WELL ... that's a bummer.
Little over a month ago, China made headlines after announcing that it would be introducing the use of anal swabs to detect cases of coronavirus. If you still don't believe us, click here.
As if the idea itself isn't mad enough, the communist nation has gone and made the method a requirement for all passengers arriving into China from abroad.
Beijing claims the method, which involves a 5cm long saline-soaked swab shoved up the patients bum (about 1 or 2 inches in in case you were wondering), is more accurate than other methods such as nasal, throat or cheek swabs.
According to respiratory experts in China, traces of Covid-19 stay detectable for longer in faecal matter than they do in the nose or mouth.

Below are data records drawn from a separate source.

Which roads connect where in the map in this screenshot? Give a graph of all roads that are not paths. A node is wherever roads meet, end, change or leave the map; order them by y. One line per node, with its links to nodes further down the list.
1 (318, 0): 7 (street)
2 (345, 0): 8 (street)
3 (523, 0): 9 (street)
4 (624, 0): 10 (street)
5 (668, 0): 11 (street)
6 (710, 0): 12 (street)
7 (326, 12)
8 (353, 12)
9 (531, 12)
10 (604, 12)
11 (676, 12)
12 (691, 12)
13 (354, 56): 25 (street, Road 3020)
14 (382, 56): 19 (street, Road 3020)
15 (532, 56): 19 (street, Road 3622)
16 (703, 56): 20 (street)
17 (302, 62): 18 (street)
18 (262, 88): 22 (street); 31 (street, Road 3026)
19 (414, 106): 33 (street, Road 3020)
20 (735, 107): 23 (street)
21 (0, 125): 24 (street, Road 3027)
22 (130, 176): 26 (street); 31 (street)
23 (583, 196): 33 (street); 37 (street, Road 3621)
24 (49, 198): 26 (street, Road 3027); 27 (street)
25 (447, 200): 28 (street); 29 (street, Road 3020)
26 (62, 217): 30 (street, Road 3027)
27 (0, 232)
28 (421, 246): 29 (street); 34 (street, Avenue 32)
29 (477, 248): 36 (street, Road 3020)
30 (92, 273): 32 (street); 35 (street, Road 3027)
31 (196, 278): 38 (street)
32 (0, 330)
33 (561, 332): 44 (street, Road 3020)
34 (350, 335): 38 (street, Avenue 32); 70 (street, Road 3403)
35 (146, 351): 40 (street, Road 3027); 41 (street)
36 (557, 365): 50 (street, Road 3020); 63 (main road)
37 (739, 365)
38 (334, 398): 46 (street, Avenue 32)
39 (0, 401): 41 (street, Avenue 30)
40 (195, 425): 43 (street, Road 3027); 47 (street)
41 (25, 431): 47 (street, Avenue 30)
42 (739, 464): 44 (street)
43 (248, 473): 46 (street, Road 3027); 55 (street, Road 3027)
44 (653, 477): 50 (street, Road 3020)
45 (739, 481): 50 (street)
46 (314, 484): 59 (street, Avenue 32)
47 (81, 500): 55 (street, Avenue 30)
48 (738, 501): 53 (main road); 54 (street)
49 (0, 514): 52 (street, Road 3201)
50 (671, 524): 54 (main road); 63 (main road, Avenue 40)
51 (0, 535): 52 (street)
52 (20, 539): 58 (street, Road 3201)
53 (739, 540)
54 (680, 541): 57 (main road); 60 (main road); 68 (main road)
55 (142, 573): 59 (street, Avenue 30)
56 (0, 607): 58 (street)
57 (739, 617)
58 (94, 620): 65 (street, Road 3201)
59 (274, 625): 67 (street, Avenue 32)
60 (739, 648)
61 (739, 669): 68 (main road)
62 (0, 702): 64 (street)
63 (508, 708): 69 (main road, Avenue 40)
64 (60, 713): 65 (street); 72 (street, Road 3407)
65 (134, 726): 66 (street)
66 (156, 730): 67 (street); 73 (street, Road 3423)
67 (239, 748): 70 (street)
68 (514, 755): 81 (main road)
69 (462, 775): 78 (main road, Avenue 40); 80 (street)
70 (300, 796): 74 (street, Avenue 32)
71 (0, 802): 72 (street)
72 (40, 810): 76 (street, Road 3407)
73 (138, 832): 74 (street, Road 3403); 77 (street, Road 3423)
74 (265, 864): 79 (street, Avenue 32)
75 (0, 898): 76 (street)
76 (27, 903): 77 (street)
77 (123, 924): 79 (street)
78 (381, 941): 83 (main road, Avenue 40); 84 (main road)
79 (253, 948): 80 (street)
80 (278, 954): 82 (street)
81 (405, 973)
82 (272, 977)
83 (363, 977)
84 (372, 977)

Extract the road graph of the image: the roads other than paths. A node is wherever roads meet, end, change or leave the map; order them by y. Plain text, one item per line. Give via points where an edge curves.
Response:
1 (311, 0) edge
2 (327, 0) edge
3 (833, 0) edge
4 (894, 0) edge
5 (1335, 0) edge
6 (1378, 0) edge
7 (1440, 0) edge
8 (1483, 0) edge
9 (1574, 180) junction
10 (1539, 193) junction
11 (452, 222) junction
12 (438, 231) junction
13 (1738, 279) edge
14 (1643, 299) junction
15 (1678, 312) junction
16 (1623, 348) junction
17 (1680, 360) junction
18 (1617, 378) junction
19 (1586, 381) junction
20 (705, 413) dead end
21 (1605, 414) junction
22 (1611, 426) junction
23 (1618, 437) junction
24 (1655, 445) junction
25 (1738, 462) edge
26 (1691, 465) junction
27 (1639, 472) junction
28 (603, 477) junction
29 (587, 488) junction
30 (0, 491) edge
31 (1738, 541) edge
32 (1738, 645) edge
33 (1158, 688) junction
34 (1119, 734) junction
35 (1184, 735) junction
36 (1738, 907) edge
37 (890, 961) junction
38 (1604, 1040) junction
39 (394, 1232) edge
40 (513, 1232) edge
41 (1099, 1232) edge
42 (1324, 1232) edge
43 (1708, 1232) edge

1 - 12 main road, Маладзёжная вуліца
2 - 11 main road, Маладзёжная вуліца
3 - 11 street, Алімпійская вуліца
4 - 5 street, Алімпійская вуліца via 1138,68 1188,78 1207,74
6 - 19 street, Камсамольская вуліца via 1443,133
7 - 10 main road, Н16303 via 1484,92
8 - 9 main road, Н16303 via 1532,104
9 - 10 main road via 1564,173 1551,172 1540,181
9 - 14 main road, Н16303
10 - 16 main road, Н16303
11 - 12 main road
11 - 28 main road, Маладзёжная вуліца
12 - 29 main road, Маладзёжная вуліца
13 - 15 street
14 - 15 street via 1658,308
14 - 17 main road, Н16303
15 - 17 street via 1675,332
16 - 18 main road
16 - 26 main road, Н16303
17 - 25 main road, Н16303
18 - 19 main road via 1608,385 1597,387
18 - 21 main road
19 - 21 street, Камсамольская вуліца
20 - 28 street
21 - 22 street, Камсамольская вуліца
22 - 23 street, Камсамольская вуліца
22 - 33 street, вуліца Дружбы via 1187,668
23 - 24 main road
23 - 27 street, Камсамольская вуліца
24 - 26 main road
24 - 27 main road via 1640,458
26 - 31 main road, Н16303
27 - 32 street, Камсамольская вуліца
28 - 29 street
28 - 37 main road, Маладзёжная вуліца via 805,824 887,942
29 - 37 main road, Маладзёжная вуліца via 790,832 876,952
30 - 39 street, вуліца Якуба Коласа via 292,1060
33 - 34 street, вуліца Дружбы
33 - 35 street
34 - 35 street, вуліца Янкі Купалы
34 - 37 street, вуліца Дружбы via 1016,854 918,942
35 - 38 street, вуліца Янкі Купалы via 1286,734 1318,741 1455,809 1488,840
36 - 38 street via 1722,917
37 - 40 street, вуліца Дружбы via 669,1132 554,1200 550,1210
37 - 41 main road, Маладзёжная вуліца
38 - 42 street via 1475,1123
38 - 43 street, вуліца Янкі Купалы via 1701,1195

Nevertheless, both the US and Japan have hit out at the procedure, branding it 'humiliating'.
Japan has called upon China to stop the undignified practice as it has the potential to cause "psychological distress" ... which is a fair assessment don't you think?
Last week, it emerged that American diplomats were ordered to undergo anal swab tests, sparking a furious reaction from the US state department, although Beijing denies the claims.
It's understood that as many as 5 million anal swab tests have already been carried out, and last month, China was forced to assure concerned citizens that they won't 'waddle like penguins' after getting the test, following the emergence of a 'fake' video showing patients walking stiff-legged like the flightless birds.